- Goal of the exercise
On how many lines of the records below does the string "لاله" appear? Reply with only the number.

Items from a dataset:
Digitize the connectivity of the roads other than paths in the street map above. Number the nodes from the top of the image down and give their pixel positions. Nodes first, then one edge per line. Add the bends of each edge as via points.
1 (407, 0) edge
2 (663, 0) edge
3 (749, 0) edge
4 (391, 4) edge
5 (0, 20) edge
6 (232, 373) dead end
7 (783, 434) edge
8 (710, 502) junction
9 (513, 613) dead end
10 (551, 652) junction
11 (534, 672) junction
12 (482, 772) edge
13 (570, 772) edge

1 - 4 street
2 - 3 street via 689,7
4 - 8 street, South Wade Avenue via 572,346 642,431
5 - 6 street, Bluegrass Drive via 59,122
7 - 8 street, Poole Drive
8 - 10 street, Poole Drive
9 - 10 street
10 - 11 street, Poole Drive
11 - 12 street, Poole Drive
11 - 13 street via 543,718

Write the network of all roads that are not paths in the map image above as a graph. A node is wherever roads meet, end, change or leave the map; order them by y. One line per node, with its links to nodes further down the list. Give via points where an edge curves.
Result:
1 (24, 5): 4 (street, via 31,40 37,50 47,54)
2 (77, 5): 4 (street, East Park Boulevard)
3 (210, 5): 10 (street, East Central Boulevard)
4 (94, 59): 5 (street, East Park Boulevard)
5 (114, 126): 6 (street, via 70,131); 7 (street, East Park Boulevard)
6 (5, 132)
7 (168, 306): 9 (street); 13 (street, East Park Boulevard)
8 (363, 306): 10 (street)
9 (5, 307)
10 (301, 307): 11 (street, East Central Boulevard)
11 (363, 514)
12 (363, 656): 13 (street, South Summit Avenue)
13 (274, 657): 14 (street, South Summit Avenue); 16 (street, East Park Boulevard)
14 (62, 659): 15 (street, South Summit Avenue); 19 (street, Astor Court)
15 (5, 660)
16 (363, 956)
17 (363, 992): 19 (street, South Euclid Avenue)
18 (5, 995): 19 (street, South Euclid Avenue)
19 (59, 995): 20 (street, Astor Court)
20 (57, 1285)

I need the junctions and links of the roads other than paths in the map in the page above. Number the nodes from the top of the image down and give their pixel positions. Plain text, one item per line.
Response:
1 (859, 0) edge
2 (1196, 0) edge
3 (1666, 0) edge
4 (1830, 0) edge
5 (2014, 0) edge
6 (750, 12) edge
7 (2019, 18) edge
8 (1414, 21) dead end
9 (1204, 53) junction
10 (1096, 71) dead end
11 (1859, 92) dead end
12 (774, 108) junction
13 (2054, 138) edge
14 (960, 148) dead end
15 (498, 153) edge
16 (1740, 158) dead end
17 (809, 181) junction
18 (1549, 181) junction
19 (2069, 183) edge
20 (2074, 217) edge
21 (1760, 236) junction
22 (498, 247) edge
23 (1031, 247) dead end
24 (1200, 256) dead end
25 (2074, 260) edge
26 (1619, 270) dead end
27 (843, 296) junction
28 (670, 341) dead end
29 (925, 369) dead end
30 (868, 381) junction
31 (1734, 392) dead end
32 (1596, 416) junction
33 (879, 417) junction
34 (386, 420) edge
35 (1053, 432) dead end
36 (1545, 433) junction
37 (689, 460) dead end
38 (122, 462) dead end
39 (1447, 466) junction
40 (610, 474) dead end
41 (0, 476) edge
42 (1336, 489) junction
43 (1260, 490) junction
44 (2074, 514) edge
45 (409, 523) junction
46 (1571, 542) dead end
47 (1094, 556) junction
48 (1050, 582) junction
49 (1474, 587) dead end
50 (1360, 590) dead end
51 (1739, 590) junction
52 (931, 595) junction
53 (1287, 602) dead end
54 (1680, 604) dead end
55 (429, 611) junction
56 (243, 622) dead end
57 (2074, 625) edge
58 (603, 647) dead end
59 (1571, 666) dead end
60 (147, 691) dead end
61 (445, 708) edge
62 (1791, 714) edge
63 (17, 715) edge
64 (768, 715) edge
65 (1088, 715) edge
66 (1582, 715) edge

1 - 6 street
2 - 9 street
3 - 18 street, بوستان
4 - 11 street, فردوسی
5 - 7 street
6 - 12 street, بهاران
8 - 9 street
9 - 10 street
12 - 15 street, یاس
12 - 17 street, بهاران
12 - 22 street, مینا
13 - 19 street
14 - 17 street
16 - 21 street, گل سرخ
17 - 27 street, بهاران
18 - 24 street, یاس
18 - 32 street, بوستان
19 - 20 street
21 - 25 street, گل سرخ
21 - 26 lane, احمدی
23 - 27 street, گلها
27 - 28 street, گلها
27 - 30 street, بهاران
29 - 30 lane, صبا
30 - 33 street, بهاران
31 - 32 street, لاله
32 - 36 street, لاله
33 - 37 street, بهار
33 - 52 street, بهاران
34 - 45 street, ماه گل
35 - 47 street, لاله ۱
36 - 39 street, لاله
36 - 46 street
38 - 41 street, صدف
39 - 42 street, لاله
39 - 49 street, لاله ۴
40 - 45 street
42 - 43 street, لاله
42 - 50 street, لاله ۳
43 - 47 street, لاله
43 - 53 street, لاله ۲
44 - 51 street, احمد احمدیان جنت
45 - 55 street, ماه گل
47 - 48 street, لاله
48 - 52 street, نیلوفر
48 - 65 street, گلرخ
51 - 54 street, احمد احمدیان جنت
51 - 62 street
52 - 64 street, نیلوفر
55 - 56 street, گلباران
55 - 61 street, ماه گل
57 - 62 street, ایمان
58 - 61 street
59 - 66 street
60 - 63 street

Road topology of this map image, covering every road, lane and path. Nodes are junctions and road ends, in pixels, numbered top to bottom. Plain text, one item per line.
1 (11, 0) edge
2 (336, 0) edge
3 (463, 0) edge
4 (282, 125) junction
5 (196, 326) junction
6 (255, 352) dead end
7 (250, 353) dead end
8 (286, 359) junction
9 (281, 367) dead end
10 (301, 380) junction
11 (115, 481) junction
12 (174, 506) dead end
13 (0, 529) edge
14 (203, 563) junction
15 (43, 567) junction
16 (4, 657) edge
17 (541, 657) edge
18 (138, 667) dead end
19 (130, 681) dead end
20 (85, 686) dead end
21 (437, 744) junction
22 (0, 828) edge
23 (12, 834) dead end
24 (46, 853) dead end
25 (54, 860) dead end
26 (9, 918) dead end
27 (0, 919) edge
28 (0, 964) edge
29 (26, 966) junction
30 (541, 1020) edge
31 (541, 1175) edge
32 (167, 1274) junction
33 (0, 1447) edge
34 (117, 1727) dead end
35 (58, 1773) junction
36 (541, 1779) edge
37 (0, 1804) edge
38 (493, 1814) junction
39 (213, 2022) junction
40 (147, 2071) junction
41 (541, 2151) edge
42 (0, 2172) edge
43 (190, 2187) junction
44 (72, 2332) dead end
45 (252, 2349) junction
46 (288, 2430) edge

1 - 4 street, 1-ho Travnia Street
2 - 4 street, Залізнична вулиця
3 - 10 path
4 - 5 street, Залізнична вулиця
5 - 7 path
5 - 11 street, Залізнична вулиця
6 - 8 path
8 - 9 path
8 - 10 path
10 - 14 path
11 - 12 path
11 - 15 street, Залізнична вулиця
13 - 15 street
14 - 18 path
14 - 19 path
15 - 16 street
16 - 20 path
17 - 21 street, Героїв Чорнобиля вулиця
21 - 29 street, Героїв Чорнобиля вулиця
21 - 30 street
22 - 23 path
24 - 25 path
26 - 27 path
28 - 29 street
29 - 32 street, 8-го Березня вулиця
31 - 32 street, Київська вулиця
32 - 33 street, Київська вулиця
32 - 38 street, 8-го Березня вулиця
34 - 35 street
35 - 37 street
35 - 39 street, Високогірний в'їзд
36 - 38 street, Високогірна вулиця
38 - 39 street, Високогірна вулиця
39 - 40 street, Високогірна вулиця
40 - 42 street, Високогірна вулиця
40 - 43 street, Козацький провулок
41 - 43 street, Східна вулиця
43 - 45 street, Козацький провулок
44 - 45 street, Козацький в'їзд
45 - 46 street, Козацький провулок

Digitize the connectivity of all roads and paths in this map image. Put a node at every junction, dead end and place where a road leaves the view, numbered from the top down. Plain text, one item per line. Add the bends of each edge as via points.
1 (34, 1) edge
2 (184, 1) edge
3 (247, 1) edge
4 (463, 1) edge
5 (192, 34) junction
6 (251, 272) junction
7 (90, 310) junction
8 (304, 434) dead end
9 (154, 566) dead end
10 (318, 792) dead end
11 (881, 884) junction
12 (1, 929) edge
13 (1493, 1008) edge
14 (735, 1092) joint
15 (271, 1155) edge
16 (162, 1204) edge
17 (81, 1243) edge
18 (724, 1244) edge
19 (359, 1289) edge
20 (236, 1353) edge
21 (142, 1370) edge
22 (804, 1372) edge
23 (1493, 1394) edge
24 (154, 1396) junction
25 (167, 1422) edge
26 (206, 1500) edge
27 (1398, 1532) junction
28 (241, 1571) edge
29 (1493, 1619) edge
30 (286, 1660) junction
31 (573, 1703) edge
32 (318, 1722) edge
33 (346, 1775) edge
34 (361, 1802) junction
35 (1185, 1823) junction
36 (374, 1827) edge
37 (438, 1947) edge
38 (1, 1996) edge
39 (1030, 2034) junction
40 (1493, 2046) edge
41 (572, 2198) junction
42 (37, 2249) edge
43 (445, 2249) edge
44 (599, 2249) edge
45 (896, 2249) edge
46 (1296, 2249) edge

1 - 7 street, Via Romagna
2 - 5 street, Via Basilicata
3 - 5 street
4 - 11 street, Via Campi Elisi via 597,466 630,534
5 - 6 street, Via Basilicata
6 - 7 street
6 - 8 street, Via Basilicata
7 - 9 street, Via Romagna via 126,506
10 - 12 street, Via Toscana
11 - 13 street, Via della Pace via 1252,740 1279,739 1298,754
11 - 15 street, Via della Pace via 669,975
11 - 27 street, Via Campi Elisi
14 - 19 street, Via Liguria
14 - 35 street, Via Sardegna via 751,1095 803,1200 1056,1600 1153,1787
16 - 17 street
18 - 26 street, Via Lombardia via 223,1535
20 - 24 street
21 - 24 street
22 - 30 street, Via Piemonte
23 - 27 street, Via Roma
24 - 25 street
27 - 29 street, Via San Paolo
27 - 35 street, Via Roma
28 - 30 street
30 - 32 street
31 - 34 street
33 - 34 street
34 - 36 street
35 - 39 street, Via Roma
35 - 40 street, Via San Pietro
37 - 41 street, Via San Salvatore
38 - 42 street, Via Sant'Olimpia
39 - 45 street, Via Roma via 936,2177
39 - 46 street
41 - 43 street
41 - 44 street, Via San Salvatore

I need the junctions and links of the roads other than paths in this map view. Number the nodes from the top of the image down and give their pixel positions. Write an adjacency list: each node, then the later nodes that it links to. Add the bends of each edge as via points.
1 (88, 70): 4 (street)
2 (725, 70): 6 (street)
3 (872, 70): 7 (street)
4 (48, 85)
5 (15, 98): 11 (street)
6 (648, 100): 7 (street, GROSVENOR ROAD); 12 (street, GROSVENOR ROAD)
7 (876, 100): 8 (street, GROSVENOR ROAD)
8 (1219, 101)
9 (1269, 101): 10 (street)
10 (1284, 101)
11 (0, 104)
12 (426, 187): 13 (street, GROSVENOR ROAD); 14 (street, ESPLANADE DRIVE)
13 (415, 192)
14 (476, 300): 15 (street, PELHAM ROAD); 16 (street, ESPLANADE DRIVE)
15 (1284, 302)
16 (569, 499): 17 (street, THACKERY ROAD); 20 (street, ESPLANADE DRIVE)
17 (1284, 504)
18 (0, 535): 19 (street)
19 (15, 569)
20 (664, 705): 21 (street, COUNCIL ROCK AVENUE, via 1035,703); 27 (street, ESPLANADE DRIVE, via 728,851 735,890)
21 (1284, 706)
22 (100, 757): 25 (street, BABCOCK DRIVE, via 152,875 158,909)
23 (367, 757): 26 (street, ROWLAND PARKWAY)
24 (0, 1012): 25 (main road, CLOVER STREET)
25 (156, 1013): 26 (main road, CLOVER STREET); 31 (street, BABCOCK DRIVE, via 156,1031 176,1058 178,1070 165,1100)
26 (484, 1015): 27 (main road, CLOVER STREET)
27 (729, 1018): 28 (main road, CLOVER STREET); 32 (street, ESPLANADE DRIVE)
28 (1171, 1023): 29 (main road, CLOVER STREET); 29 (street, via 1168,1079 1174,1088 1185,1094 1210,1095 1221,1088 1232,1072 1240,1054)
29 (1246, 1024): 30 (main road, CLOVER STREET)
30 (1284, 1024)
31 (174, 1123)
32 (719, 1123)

- Task result
11